“So late! I must get to sleep,” determined Gloria, “for tomorrow will surely be another busy day.” But panic and slumber never agree, and the night in the beautiful room was quite a failure after all.
No amount of coaxing nor offers to bring out her best clothes would induce Gloria to remain with Trixy over Sunday.
“I just can’t,” she sighed. “I hardly understood things last night, and Uncle Charley will be home today.
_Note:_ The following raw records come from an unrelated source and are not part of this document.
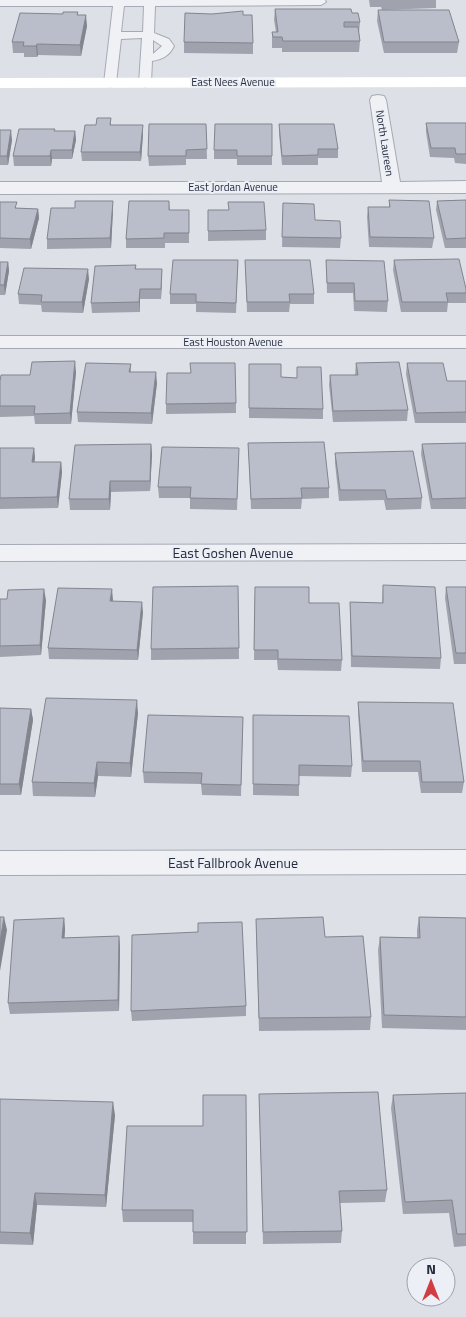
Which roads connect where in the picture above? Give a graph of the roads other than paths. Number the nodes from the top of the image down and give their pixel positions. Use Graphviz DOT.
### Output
graph roads {
  1 [pos="320,0"];
  2 [pos="119,2"];
  3 [pos="150,2"];
  4 [pos="0,3"];
  5 [pos="116,36"];
  6 [pos="148,36"];
  7 [pos="146,59"];
  8 [pos="466,82"];
  9 [pos="0,83"];
  10 [pos="110,83"];
  11 [pos="145,83"];
  12 [pos="466,90"];
  13 [pos="358,100"];
  14 [pos="378,100"];
  15 [pos="398,100"];
  16 [pos="392,187"];
  17 [pos="466,187"];
  18 [pos="0,188"];
  19 [pos="0,342"];
  20 [pos="466,342"];
  21 [pos="466,552"];
  22 [pos="0,553"];
  23 [pos="466,862"];
  24 [pos="0,863"];
  1 -- 3 [label="lane"];
  2 -- 3 [label="lane"];
  2 -- 4 [label="lane"];
  2 -- 5 [label="lane"];
  3 -- 6 [label="lane"];
  5 -- 6 [label="lane"];
  5 -- 10 [label="lane"];
  6 -- 7 [label="lane"];
  6 -- 7 [label="lane"];
  7 -- 11 [label="lane"];
  8 -- 11 [label="main road, East Nees Avenue"];
  9 -- 10 [label="main road, East Nees Avenue"];
  10 -- 11 [label="main road, East Nees Avenue"];
  12 -- 14 [label="main road"];
  13 -- 14 [label="main road"];
  14 -- 15 [label="main road"];
  14 -- 16 [label="street, North Laureen"];
  16 -- 17 [label="street, East Jordan Avenue"];
  16 -- 18 [label="street, East Jordan Avenue"];
  19 -- 20 [label="street, East Houston Avenue"];
  21 -- 22 [label="street, East Goshen Avenue"];
  23 -- 24 [label="street, East Fallbrook Avenue"];
}
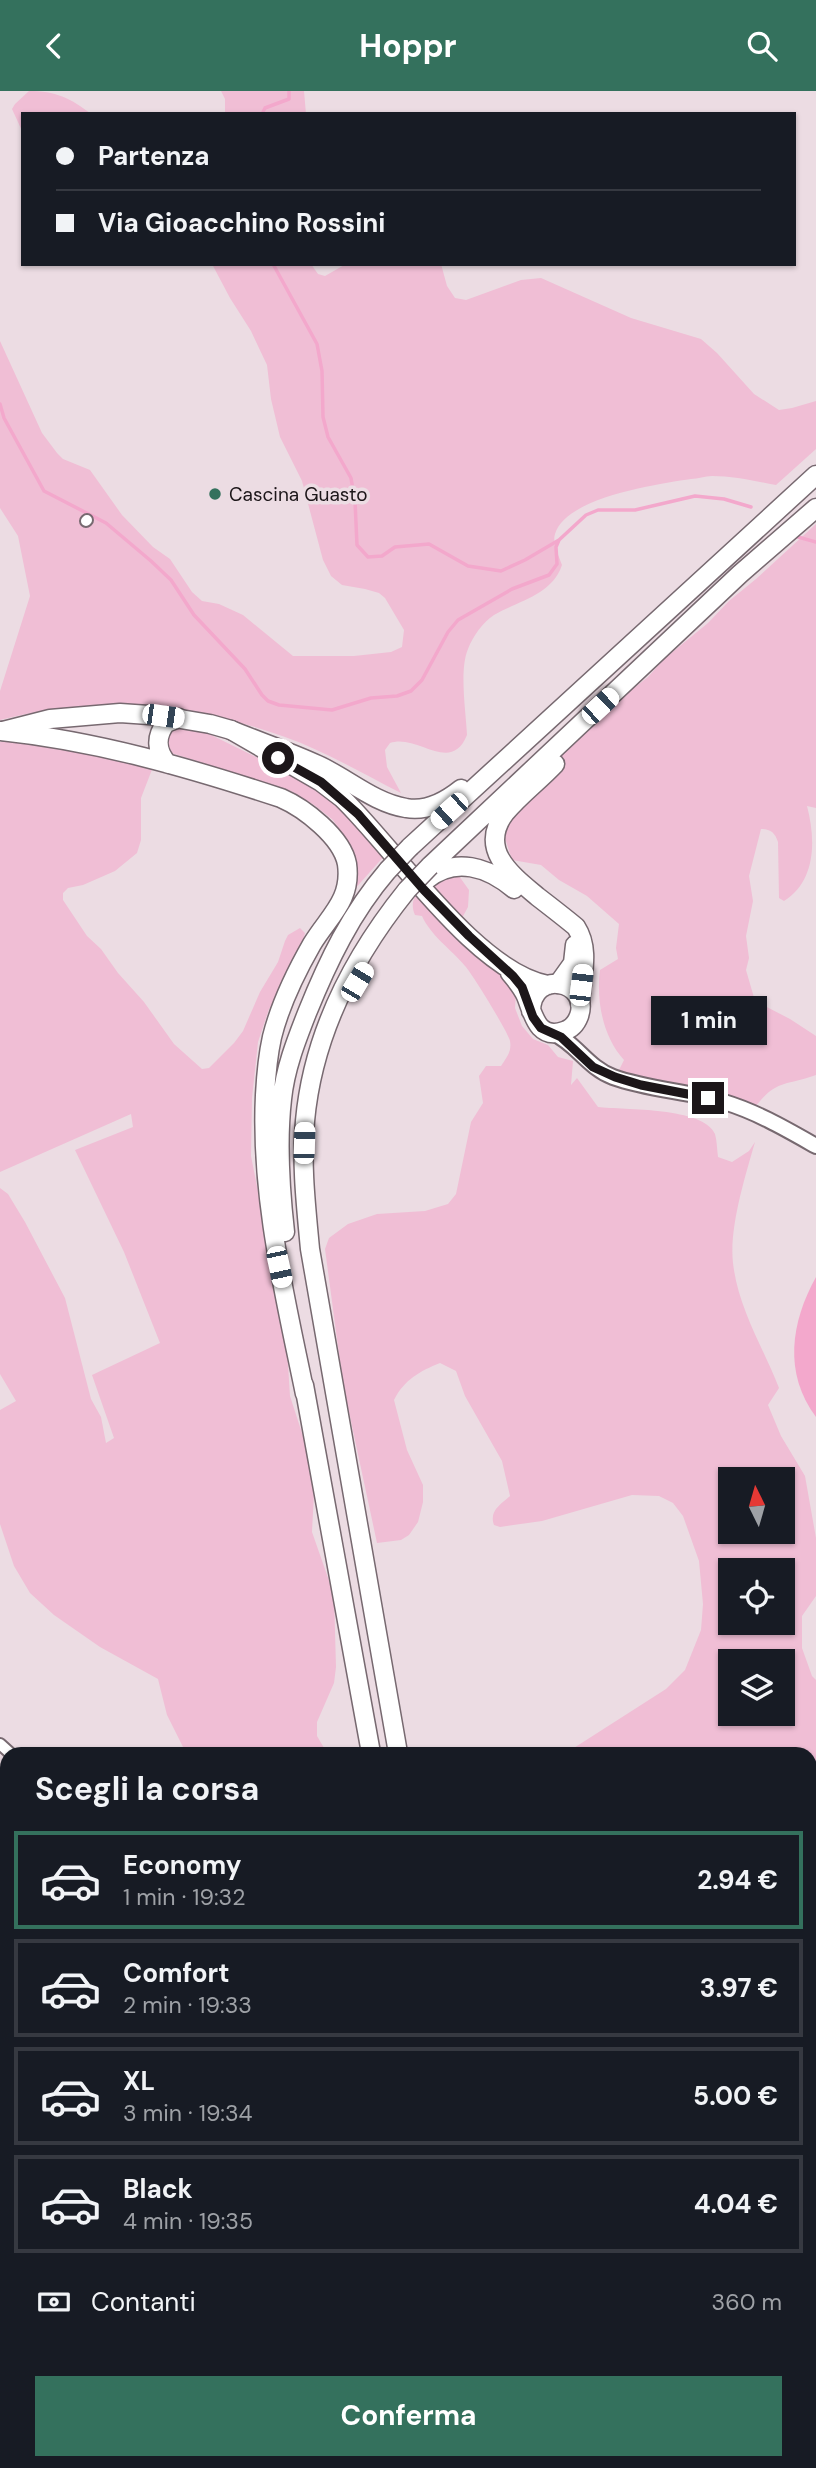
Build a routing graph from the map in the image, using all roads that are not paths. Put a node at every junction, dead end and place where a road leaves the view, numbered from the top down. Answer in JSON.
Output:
{"nodes":[{"id":1,"x":816,"y":475,"type":"edge"},
{"id":2,"x":816,"y":508,"type":"edge"},
{"id":3,"x":684,"y":598,"type":"junction"},
{"id":4,"x":638,"y":670,"type":"junction"},
{"id":5,"x":179,"y":718,"type":"junction"},
{"id":6,"x":231,"y":730,"type":"junction"},
{"id":7,"x":1,"y":731,"type":"edge"},
{"id":8,"x":168,"y":764,"type":"junction"},
{"id":9,"x":428,"y":873,"type":"junction"},
{"id":10,"x":504,"y":966,"type":"junction"},
{"id":11,"x":553,"y":984,"type":"junction"},
{"id":12,"x":531,"y":1011,"type":"junction"},
{"id":13,"x":579,"y":1012,"type":"junction"},
{"id":14,"x":553,"y":1033,"type":"junction"},
{"id":15,"x":593,"y":1067,"type":"junction"},
{"id":16,"x":816,"y":1146,"type":"edge"},
{"id":17,"x":305,"y":1394,"type":"junction"},
{"id":18,"x":370,"y":1747,"type":"edge"},
{"id":19,"x":397,"y":1747,"type":"edge"}],
"edges":[{"from":1,"to":3,"type":"main road"},
{"from":2,"to":4,"type":"main road"},
{"from":3,"to":6,"type":"main road"},
{"from":3,"to":17,"type":"main road","bridge":true},
{"from":4,"to":9,"type":"main road"},
{"from":4,"to":13,"type":"main road"},
{"from":5,"to":6,"type":"main road"},
{"from":5,"to":7,"type":"main road"},
{"from":5,"to":8,"type":"main road"},
{"from":6,"to":10,"type":"main road"},
{"from":7,"to":8,"type":"main road"},
{"from":8,"to":17,"type":"main road"},
{"from":9,"to":11,"type":"main road"},
{"from":9,"to":19,"type":"main road","bridge":true},
{"from":10,"to":11,"type":"main road"},
{"from":10,"to":12,"type":"main road"},
{"from":11,"to":12,"type":"main road"},
{"from":11,"to":13,"type":"main road"},
{"from":12,"to":14,"type":"main road"},
{"from":13,"to":14,"type":"main road"},
{"from":13,"to":15,"type":"street"},
{"from":14,"to":15,"type":"street"},
{"from":15,"to":16,"type":"street"},
{"from":17,"to":18,"type":"main road"}]}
I have to talk to him.”
“Will Hazel come home?” asked Trixy, raising her handsome brows quizzically.
“I hope not,” confessed Gloria. “I would not be able to—to do things if she were looking on.”
“Don’t you like her, Glo?”
“I hardly know her, really. I don’t dislike her, but somehow I feel dreadfully self conscious when she’s around.”
“Now, I like Hazel,” defended Trixy. “She’s got character and a lot of temperament, but still she’s a good sport.”
“What does that mean, just?” asked Gloria. They were out on the drive waiting for the car that was to take Gloria back to Maple Street. Trixy looked charming in her brilliant yellow sweater and her striped black and yellow skirt. Gloria wore her Kelly green sweater, the one she made during vacation, and its depths of true green brought out the glitter of her dark eyes quite “Irishy,” as Trixy said it.
A toot from the garage warned both of the time limit set upon their discussion.